═════ Data section

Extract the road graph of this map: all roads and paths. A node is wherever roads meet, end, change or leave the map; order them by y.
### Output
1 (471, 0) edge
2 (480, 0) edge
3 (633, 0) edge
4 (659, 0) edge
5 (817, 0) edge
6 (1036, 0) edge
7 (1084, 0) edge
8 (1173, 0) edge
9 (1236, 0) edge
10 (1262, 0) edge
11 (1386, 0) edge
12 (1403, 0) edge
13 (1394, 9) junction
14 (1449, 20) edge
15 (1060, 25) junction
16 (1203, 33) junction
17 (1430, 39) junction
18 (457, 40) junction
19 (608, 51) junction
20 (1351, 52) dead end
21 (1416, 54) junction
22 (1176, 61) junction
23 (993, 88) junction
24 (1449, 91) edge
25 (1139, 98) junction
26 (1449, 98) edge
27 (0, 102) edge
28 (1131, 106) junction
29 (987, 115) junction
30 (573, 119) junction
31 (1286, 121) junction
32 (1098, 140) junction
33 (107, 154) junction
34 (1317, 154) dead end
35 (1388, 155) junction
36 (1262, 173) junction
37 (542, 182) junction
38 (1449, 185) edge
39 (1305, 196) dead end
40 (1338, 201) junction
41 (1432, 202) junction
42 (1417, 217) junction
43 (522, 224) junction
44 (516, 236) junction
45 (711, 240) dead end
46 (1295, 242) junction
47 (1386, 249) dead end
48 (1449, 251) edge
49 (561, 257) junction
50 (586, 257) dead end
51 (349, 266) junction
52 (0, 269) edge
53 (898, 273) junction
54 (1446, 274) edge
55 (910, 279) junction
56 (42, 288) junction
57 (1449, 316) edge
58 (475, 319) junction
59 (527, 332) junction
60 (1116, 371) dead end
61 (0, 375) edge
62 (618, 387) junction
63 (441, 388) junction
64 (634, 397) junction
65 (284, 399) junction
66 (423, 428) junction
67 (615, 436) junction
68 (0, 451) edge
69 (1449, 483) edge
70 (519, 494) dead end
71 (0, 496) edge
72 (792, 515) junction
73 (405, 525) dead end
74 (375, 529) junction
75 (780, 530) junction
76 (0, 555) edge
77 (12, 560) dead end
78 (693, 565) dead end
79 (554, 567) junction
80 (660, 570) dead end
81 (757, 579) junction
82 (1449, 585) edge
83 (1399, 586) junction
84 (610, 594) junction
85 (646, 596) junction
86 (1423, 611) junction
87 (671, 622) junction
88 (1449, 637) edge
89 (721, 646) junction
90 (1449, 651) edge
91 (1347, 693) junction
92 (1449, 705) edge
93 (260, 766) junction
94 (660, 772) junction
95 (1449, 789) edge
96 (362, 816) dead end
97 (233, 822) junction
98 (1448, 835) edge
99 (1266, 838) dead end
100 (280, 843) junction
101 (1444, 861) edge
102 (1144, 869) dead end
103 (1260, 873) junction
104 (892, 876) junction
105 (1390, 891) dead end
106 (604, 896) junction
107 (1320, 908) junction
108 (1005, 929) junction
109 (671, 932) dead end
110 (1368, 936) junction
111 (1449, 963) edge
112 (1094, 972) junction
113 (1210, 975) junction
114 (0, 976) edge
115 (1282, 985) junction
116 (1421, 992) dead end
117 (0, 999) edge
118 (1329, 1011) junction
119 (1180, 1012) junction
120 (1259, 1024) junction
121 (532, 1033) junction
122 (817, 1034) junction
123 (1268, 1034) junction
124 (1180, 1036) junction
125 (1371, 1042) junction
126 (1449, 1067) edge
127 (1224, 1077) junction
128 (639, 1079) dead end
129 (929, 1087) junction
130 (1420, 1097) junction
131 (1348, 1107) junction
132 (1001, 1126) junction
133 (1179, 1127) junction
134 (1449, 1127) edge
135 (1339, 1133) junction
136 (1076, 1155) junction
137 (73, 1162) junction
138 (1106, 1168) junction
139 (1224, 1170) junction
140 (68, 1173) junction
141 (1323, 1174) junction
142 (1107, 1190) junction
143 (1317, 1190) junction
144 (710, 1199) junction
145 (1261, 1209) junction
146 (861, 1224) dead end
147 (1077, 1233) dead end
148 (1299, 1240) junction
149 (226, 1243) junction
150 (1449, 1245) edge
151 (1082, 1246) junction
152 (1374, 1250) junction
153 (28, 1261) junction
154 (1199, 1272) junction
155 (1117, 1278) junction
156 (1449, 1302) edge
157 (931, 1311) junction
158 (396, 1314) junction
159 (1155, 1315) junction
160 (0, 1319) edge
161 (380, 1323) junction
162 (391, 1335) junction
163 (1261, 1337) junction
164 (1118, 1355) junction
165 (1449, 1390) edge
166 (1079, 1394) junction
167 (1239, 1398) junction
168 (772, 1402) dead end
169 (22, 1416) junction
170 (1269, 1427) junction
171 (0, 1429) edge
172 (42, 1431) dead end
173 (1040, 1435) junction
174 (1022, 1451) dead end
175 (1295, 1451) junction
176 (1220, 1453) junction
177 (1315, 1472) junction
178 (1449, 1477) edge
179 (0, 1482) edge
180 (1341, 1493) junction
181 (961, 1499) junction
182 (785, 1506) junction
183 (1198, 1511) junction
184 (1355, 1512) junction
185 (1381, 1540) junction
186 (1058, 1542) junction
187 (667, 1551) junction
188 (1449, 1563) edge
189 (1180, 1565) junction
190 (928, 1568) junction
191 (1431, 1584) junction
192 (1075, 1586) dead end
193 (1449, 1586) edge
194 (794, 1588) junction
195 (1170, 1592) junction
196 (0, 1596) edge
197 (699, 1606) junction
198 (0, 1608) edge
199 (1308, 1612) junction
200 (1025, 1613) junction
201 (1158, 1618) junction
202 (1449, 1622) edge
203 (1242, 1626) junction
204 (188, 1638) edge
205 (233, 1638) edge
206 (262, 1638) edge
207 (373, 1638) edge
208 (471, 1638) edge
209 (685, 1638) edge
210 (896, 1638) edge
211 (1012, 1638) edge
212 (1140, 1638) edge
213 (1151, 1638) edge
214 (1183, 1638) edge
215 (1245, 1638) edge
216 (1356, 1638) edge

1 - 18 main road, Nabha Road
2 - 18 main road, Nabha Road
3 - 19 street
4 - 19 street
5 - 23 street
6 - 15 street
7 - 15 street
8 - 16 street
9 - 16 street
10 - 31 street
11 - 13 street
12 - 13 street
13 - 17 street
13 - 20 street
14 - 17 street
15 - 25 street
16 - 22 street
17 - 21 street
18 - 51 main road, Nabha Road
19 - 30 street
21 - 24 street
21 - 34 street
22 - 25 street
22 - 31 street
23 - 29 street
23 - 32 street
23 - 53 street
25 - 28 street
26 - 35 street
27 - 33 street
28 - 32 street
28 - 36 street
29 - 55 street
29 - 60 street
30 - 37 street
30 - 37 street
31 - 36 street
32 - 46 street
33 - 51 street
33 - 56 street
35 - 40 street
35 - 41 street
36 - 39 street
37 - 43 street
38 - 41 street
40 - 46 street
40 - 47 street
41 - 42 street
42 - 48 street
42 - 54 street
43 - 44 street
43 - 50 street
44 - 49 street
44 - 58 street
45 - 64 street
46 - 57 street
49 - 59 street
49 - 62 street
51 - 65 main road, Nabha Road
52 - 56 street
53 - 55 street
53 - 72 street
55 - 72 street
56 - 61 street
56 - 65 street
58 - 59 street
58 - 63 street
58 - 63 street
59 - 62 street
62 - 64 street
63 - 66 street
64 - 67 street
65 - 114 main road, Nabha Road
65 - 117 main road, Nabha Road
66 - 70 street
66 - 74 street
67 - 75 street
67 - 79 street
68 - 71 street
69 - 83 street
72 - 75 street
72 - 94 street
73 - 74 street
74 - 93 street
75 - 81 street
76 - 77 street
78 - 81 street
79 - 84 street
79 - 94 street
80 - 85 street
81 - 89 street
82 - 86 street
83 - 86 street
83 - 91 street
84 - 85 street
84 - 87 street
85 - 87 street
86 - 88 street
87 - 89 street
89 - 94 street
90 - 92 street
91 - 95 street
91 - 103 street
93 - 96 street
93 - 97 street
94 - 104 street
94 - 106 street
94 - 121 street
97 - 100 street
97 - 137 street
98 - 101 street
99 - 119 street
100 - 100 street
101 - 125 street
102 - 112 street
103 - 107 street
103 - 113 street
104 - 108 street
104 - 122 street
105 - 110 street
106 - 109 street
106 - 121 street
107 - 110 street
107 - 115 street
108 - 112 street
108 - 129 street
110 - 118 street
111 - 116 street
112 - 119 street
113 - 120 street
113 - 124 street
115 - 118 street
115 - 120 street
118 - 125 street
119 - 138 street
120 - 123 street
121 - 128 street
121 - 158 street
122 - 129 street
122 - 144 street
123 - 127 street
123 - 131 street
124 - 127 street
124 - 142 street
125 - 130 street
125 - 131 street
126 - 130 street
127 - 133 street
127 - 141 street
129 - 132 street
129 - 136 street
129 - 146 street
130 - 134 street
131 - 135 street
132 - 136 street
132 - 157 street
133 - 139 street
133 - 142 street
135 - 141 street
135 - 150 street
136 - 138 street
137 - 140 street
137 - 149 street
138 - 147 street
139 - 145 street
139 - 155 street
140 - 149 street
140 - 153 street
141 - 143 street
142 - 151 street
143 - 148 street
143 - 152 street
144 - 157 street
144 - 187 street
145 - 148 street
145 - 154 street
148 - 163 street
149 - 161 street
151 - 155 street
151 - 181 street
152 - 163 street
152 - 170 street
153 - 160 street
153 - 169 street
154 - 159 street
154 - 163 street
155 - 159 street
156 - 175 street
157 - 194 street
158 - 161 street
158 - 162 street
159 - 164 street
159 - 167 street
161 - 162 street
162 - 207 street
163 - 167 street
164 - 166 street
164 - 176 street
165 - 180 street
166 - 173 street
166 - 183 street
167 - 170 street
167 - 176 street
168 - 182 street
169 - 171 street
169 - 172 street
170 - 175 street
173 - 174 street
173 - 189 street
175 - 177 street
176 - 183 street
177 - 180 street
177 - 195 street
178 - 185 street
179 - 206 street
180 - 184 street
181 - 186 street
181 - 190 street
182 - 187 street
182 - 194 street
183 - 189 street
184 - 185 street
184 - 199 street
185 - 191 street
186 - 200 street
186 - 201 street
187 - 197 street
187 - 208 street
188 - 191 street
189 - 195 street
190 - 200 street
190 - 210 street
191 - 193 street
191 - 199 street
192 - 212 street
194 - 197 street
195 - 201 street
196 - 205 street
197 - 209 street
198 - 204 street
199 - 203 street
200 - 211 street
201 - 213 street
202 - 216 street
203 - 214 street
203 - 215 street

══════════

Task description - Return solely the number of lines in the data that include the word "Nabha".

Exercise answer - 6